Zilliqa does not use a proof-of-work (PoW) mechanism for consensus, but it requires miners to first complete a PoW puzzle that requires just enough computing power to guarantee that one machine is operating only one node. This helps the network establish identity and makes it harder for malicious users to create several identities and overwhelm the network.

Once a node’s identity is proven, it is assigned a shard. Within the shard, the network uses an optimized practical Byzantine Fault Tolerance (pBFT) mechanism, which gives finality to transactions. Zilliqa’s version of pBFT ensures all resulting blocks are definitive without requiring multiple confirmations. Because of finality provided by the mechanism, the network’s entire transaction history does not have to be saved on the ledger. It is enough to store only the latest state.

Zilliqa vs. Other Cryptocurrencies

There have been many proposals for scaling transactions on existing blockchain protocols, such as off-chain computation (e.g. lightning network), creating blockchain hierarchies (e.g. side-chains), and re-parameterizing the original protocol (e.g. adjusting block sizes). None of these solutions can directly make the blockchain protocol itself scalable, and that’s what makes Zilliqa stand out. It is designed with an intrinsic scalability goal throughout its different layers and can scale to efficiently handle more transactions than any existing blockchain. There are many facets of Zilliqa that make it unique from other cryptocurrencies:

Network sharding – Zilliqa’s transaction rate increases as the network expands because of sharding. With 10,000 sharding nodes, the network should be able to match the average transaction rate of VISA or MasterCard with significantly lower fees.

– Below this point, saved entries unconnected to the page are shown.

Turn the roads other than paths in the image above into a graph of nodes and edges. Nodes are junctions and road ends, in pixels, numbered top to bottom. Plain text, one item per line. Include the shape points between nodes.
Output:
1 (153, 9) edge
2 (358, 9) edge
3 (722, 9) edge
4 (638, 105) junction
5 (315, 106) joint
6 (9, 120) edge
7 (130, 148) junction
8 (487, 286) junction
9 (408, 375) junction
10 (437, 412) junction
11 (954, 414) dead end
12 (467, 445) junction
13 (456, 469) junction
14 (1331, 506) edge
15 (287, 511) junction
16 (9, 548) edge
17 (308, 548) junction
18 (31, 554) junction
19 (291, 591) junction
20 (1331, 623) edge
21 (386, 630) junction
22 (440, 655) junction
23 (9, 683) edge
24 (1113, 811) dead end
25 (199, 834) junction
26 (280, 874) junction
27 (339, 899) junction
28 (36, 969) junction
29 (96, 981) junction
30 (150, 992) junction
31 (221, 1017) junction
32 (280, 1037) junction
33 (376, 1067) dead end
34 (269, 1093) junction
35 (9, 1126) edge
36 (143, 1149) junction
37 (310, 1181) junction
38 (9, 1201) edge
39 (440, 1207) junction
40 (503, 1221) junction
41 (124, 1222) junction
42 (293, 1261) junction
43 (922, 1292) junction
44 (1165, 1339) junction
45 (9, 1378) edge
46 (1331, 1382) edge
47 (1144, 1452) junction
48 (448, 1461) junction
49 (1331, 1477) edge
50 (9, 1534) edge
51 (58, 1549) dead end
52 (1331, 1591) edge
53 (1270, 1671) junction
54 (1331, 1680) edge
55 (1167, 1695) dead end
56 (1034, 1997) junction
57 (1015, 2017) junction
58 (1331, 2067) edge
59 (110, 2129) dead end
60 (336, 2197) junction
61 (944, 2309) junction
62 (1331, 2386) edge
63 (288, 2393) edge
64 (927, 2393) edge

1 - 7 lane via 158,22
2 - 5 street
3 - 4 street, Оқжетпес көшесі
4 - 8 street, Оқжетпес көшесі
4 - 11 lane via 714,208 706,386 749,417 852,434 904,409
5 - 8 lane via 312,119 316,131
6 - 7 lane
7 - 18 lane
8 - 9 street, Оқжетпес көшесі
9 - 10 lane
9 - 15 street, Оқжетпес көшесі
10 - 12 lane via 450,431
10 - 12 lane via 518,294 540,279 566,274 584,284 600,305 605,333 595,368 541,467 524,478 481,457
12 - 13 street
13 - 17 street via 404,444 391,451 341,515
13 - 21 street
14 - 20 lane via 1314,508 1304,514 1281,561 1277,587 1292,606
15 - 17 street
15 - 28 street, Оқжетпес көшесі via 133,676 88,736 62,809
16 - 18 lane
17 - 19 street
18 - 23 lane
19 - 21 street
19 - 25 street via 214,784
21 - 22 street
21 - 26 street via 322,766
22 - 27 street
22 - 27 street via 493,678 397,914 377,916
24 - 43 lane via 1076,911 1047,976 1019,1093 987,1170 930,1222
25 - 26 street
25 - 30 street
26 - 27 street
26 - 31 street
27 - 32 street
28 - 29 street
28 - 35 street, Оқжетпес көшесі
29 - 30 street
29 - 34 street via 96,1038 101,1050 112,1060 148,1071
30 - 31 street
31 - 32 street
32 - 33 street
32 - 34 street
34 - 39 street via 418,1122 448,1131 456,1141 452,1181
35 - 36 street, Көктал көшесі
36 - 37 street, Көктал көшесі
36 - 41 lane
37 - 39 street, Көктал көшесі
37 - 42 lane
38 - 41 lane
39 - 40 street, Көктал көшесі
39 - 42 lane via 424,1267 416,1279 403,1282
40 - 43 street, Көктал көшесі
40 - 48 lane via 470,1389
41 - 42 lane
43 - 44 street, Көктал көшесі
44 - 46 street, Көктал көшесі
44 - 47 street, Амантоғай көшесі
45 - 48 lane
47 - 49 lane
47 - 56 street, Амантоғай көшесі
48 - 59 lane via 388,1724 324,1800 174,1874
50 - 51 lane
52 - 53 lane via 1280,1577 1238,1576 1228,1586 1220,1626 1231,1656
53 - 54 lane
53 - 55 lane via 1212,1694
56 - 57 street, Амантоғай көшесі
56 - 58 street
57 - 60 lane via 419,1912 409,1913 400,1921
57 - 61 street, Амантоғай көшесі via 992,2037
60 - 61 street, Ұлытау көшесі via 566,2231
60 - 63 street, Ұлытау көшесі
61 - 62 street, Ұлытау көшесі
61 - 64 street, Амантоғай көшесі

Secure and efficient consensus algorithm – Zilliqa’s hybrid consensus algorithm uses a PoW puzzle to elect and update the directory service committee, which coordinates the sharding process and validates the block of transactions proposed by each shard.

PoW is not used to achieve consensus – The high energy cost associated with PoW systems does not apply to Zilliqa. The cost of running a Zilliqa node is estimated to be about 1/10 of the cost of running an Ethereum node.

Profitable mining – Since mining nodes can reach consensus on several blocks during the parallel processing period, miners are guaranteed more consistent rewards with low variance.

Smart contract functionality – Zilliqa features a smart contract platform that allows users to compute programs in parallel with shards.

New smart contract language – The developers have created a new programming language called Scilla to standardize functional programming on the network. It separates state and function, and distinguishes the communication and computational aspects of smart contracts to make them sharding-friendly.

Buying, Storing and Selling Zilliqa

Since ZIL is not as well established as some other big-name, high market cap cryptocurrencies, it is only available on a few select exchanges. Currently ZIL can be traded on Huobi, Gate.io, IDEX, and EtherDelta.

ZIL is an ERC20 token, which means it can be stored in any Ethereum wallet that supports that token standard. Some popular ERC20 compliant wallets include MyEtherWallet, Mist, Jaxx, and Metamask.

Liquidity of Zilliqa

The scaling improvements Zilliqa promises to bring to public blockchains has generated a lot of buzz in the crypto community which has helped ZIL maintain good market liquidity. Speculators believe its market cap could easily reach $1 billion USD once Zilliqa’s mainnet goes live during the second quarter of 2018, but it is impossible to predict how ZIL will do in the long-term. If it is able to truly scale with global adoption and become the blockchain of choice for hosting high throughput dApps, then the sky is the limit.